Each decade seems to have a show that explores that 20- and 30-something friend group that’s always hanging out. We can put Friends, How I Met Your Mother, and Happy Endings side-by-side, see how they match up the same, but it hits differently when you see the changes in each subsequent show. Is there a hangout sitcom for this new decade? When will there be one that is representative of my own lived experience? With a diverse cast of characters, without tokenization? Is there even room for the hangout sitcom in television today?
The Raptors won Game 6 in their series against the Celtics last night in 2OT. My heart is still racing and my body is still tensed.
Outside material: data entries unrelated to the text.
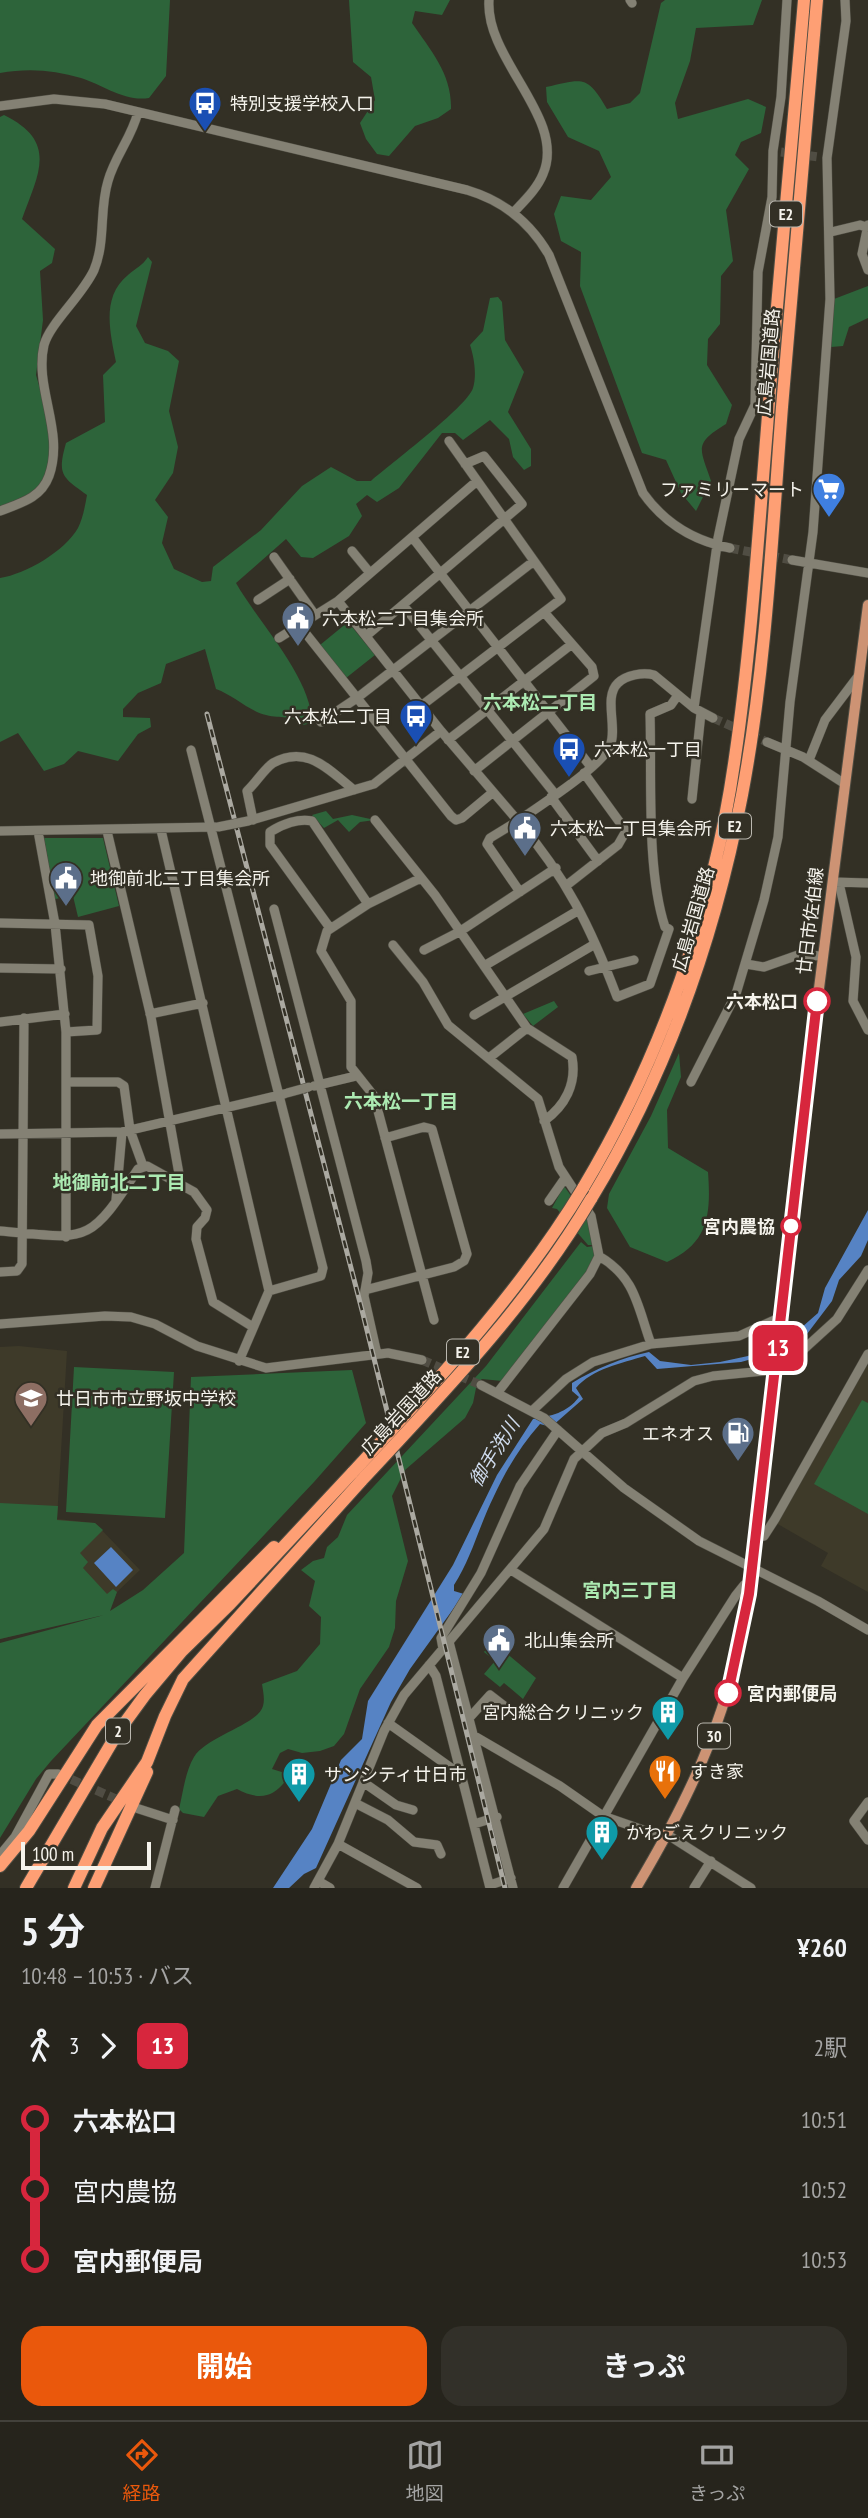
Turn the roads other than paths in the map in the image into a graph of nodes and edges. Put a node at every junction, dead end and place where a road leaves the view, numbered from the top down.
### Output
1 (489, 0) edge
2 (787, 0) edge
3 (804, 0) edge
4 (817, 0) edge
5 (845, 0) edge
6 (0, 106) edge
7 (138, 112) junction
8 (514, 212) junction
9 (867, 226) edge
10 (831, 232) junction
11 (868, 270) edge
12 (449, 441) dead end
13 (466, 464) junction
14 (477, 481) junction
15 (0, 511) edge
16 (505, 520) junction
17 (412, 537) junction
18 (717, 545) junction
19 (730, 548) tunnel mouth
20 (352, 551) dead end
21 (274, 556) dead end
22 (792, 560) tunnel mouth
23 (534, 561) junction
24 (809, 563) junction
25 (370, 573) junction
26 (868, 573) edge
27 (441, 574) junction
28 (290, 579) junction
29 (258, 600) dead end
30 (338, 601) junction
31 (403, 605) junction
32 (868, 605) edge
33 (470, 611) junction
34 (544, 611) junction
35 (315, 615) junction
36 (299, 625) junction
37 (366, 636) junction
38 (279, 638) dead end
39 (432, 640) junction
40 (572, 644) junction
41 (498, 647) junction
42 (393, 670) junction
43 (859, 675) junction
44 (460, 676) junction
45 (524, 681) junction
46 (678, 695) junction
47 (357, 698) junction
48 (421, 706) junction
49 (487, 710) junction
50 (697, 710) junction
51 (549, 713) junction
52 (713, 718) tunnel mouth
53 (321, 722) dead end
54 (441, 731) junction
55 (448, 740) junction
56 (512, 741) junction
57 (767, 743) tunnel mouth
58 (191, 750) dead end
59 (787, 750) junction
60 (406, 759) junction
61 (809, 760) junction
62 (588, 770) junction
63 (474, 771) junction
64 (845, 785) junction
65 (354, 790) junction
66 (492, 793) junction
67 (553, 795) junction
68 (692, 799) dead end
69 (375, 820) dead end
70 (251, 821) junction
71 (518, 821) junction
72 (214, 827) junction
73 (161, 830) junction
74 (0, 831) edge
75 (38, 831) junction
76 (107, 831) junction
77 (598, 861) junction
78 (556, 868) junction
79 (421, 878) junction
80 (836, 883) junction
81 (868, 883) edge
82 (567, 885) junction
83 (520, 892) junction
84 (368, 904) junction
85 (274, 909) dead end
86 (579, 910) junction
87 (0, 923) edge
88 (55, 924) junction
89 (330, 929) junction
90 (459, 932) junction
91 (595, 944) junction
92 (393, 945) dead end
93 (424, 950) dead end
94 (823, 956) junction
95 (634, 960) dead end
96 (746, 964) junction
97 (484, 966) junction
98 (606, 967) junction
99 (0, 968) edge
100 (61, 969) junction
101 (589, 971) dead end
102 (504, 997) junction
103 (203, 1003) junction
104 (65, 1014) junction
105 (150, 1014) junction
106 (474, 1015) dead end
107 (24, 1018) junction
108 (0, 1022) edge
109 (527, 1028) junction
110 (868, 1030) edge
111 (66, 1032) junction
112 (489, 1058) junction
113 (356, 1076) junction
114 (66, 1082) junction
115 (691, 1082) dead end
116 (320, 1085) junction
117 (284, 1094) junction
118 (228, 1107) junction
119 (169, 1121) junction
120 (544, 1121) junction
121 (126, 1131) junction
122 (0, 1134) edge
123 (25, 1135) junction
124 (66, 1135) junction
125 (385, 1138) junction
126 (143, 1166) junction
127 (565, 1178) junction
128 (181, 1185) junction
129 (587, 1194) junction
130 (116, 1201) junction
131 (549, 1201) dead end
132 (0, 1231) edge
133 (22, 1233) junction
134 (66, 1237) junction
135 (598, 1256) junction
136 (868, 1270) edge
137 (0, 1272) edge
138 (419, 1275) junction
139 (864, 1287) edge
140 (365, 1290) junction
141 (269, 1291) junction
142 (434, 1320) dead end
143 (781, 1320) junction
144 (0, 1324) edge
145 (253, 1327) junction
146 (652, 1344) junction
147 (377, 1354) junction
148 (868, 1354) edge
149 (422, 1360) tunnel mouth
150 (239, 1361) junction
151 (775, 1370) junction
152 (481, 1385) tunnel mouth
153 (498, 1392) junction
154 (534, 1412) junction
155 (558, 1430) junction
156 (582, 1451) junction
157 (357, 1476) junction
158 (312, 1516) junction
159 (755, 1538) junction
160 (752, 1569) junction
161 (511, 1570) junction
162 (750, 1583) junction
163 (230, 1604) joint
164 (240, 1617) joint
165 (868, 1630) edge
166 (446, 1646) junction
167 (182, 1651) junction
168 (429, 1665) junction
169 (153, 1668) junction
170 (683, 1678) junction
171 (512, 1712) dead end
172 (471, 1716) junction
173 (388, 1723) junction
174 (476, 1737) junction
175 (152, 1752) junction
176 (58, 1774) dead end
177 (461, 1776) junction
178 (363, 1782) junction
179 (355, 1802) junction
180 (868, 1802) edge
181 (136, 1808) dead end
182 (413, 1810) dead end
183 (603, 1816) junction
184 (497, 1817) junction
185 (474, 1824) junction
186 (667, 1836) junction
187 (868, 1840) edge
188 (338, 1844) junction
189 (442, 1854) dead end
190 (0, 1855) edge
191 (711, 1861) junction
192 (0, 1866) edge
193 (512, 1883) edge
194 (28, 1885) edge
195 (316, 1885) edge
196 (95, 1886) edge
197 (490, 1886) edge
198 (74, 1888) edge
199 (155, 1888) edge
200 (330, 1888) edge
201 (417, 1888) edge
202 (563, 1888) edge
203 (636, 1888) edge
204 (695, 1888) edge
205 (751, 1888) edge

1 - 8 street
2 - 18 street
3 - 129 highway, 広島岩国道路 / E2
4 - 129 highway, 広島岩国道路 / E2
5 - 10 street
6 - 7 street
7 - 8 street
7 - 15 street
8 - 18 street
9 - 10 street
9 - 11 street
10 - 24 street
12 - 13 street
13 - 14 street
13 - 16 street
14 - 16 street
14 - 17 street
16 - 23 street
16 - 27 street
17 - 25 street
17 - 27 street
18 - 19 street
18 - 50 street
20 - 25 street
21 - 28 street
22 - 24 street
23 - 33 street
23 - 34 street
24 - 26 street
24 - 59 street
25 - 30 street
27 - 31 street
27 - 33 street
28 - 29 street
28 - 35 street
30 - 35 street
30 - 37 street
31 - 37 street
31 - 39 street
32 - 43 main road, 廿日市佐伯線 / 30
33 - 39 street
33 - 41 street
34 - 40 street
34 - 41 street
35 - 36 street
36 - 38 street
36 - 47 street
37 - 42 street
39 - 42 street
39 - 44 street
40 - 45 street
40 - 51 street
41 - 44 street
41 - 45 street
42 - 47 street
42 - 48 street
43 - 61 street
43 - 64 main road, 廿日市佐伯線 / 30
44 - 48 street
44 - 49 street
45 - 49 street
45 - 51 street
46 - 50 street
46 - 62 street
46 - 98 street
47 - 53 street
47 - 60 street
48 - 54 street
49 - 55 street
49 - 56 street
50 - 52 street
50 - 68 street
51 - 56 street
51 - 62 street
54 - 55 street
54 - 60 street
55 - 63 street
56 - 63 street
56 - 67 street
57 - 59 street
58 - 72 street
59 - 61 street
59 - 96 street
60 - 65 street
60 - 66 street
61 - 64 street
62 - 67 street
62 - 77 street
63 - 66 street
64 - 80 main road, 廿日市佐伯線 / 30
65 - 70 street
65 - 70 street
66 - 71 street
67 - 71 street
67 - 77 street
69 - 79 street
70 - 72 street, bridge
71 - 78 street
71 - 83 street
72 - 73 street
72 - 117 street
73 - 76 street
73 - 103 street
74 - 75 street
75 - 76 street
75 - 88 street
76 - 105 street
77 - 82 street
78 - 82 street
78 - 83 street
79 - 84 street
79 - 90 street
80 - 81 street
80 - 94 main road, 廿日市佐伯線 / 30
80 - 110 street
82 - 86 street
83 - 90 street
84 - 89 street
84 - 89 street
85 - 116 street
86 - 91 street
86 - 97 street
87 - 88 street
88 - 100 street
88 - 111 street
89 - 113 street
90 - 93 street
90 - 97 street
91 - 98 street
91 - 102 street
92 - 112 street
94 - 96 street
94 - 143 main road, 廿日市佐伯線 / 30
95 - 98 street
96 - 115 street
97 - 102 street
98 - 101 street
99 - 100 street
100 - 104 street
102 - 106 street
102 - 109 street
103 - 105 street
103 - 118 street
104 - 107 street
104 - 111 street
105 - 119 street
107 - 108 street
107 - 123 street
109 - 112 street
109 - 120 street
111 - 114 street
112 - 120 street
113 - 116 street
113 - 125 street
114 - 121 street
114 - 124 street
116 - 117 street, bridge
116 - 140 street
117 - 118 street
117 - 141 street
118 - 119 street
118 - 141 street
119 - 121 street
119 - 128 street
120 - 127 street
121 - 124 street
121 - 126 street
121 - 130 street
122 - 123 street
123 - 124 street
123 - 133 street
124 - 134 street
125 - 138 street
125 - 138 street
126 - 128 street
126 - 130 street
127 - 131 street
127 - 135 street
128 - 145 street
129 - 157 highway, 広島岩国道路 / E2, bridge
130 - 134 street
132 - 133 street
133 - 134 street
133 - 137 street
135 - 146 street
135 - 153 street
136 - 139 street
138 - 140 street
138 - 142 street
139 - 151 street
140 - 147 street
141 - 145 street
143 - 146 street
143 - 151 main road, 廿日市佐伯線 / 30
144 - 150 street
145 - 150 street
146 - 154 street
147 - 149 street
147 - 150 street
148 - 159 street
151 - 156 street
151 - 159 main road, 廿日市佐伯線 / 30
152 - 153 street
153 - 154 street
154 - 155 street
155 - 156 street
155 - 166 street
156 - 160 street
156 - 161 street
157 - 158 highway, 広島岩国道路 / E2
157 - 164 highway, 広島岩国道路 / E2
158 - 163 highway, 広島岩国道路 / E2
158 - 169 highway
159 - 160 main road, 廿日市佐伯線 / 30
160 - 162 main road, 廿日市佐伯線 / 30
160 - 165 street
161 - 166 street
161 - 170 street
162 - 170 street
162 - 186 main road, 廿日市佐伯線 / 30
163 - 167 highway, 2
164 - 175 highway, 2
166 - 168 street
166 - 172 street
167 - 169 highway
167 - 194 highway, 2
168 - 173 street
168 - 177 street
169 - 192 highway
170 - 183 street
171 - 172 street
172 - 174 street
173 - 177 street
173 - 178 street
174 - 183 street
174 - 184 street
175 - 196 highway, 2
175 - 198 highway
176 - 190 street
177 - 185 street
178 - 179 street
178 - 182 street
179 - 188 street
179 - 189 street
180 - 187 street
181 - 199 street
183 - 186 street
183 - 202 street
184 - 185 street
184 - 193 street
185 - 197 street
186 - 191 street
186 - 203 main road, 廿日市佐伯線 / 30
188 - 195 street
188 - 201 street
191 - 204 street
191 - 205 street
193 - 197 street
195 - 200 street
The on-court camera angle may be welcomed by many, but for me, it is the most distracting and discomforting view. Stop it. I don’t want to be in a video game.
That’s all.
Sohla El-Waylly developed a short rib taco recipe for BA’s Basically that had my cravings up in arms. I couldn’t find any corn tortillas at the two grocery stores I went to (ugh, I know but one was the Korean one), so I decided to make flour tortillas from scratch. I ended up using chicken schmaltz because I had some available, and I think it made the tortillas a success! Even without baking powder, the tortilla puffed up when I cooked them. They were soft and chewy, and truly, so easy to make. The short ribs were basted in a pantry salsa that I am definitely going to put on everything. It’s so smoky, slightly sweet, and just enough heat—we’ll see how long my half-pint lasts. And, at the market the other weekend, I bought a pound of tomatillos and made salsa verde: roasted the husked and rinsed tomatillos in the oven with a jalapeno pepper; tossed into blender with garlic, cilantro, white onion, lime juice, and salt; blended until desired consistency. Easy and delicious.
I feel like this first newsletter is an introduction to the seed of whatever this will become. It might not always be this broad and shallow. It will touch on more and likely be longer. Maybe I’ll take photos for it specifically. Thank you for wanting to follow along, and seeing where this goes.
Books
Big Summer by Jennifer Weiner (re-held! whoops!)
The Flatshare by Beth O’Leary (softly sweet)
Royal Holiday by Jasmine Guillory (always Guillory)
Watching
Happy Endings – Prime Video Canada / Hulu
Superstore – Prime Video / Hulu
New Girl – Netflix Canada
Recipes
Tortillas de Harina (Flour Tortillas) – Danny Mena
Short Rib Tacos – Sohla El-Waylly
Articles
Why You Should Be Reading Romance Novels – Vulture
In praise of Happy Endings, the best, most twisted hangout sitcom ever – Vox
I feel you on reading “candy”. I have a huge backlog of Serious Reads, and I DO love reading them... but a lot this year, more than last, when I snuggle up in bed at night to read, I can’t bear how disrupted my sleep will be if I dive in to one more painful recounting of racial aggression, or a history of why everything is so fucked, or even just a business book that gets me thinking about the economy, cue spiral.
Jasmine Guillory’s books are all amazing. It’s interesting that you note that the disdain for romance is misogynistic (it is), because I usually dislike romances because the stories themselves are, well, if not downright misogynistic at least cliche and heteronormative. Yay for Guillory again. Have you read Helen Hoang’s the Kiss Quotient yet?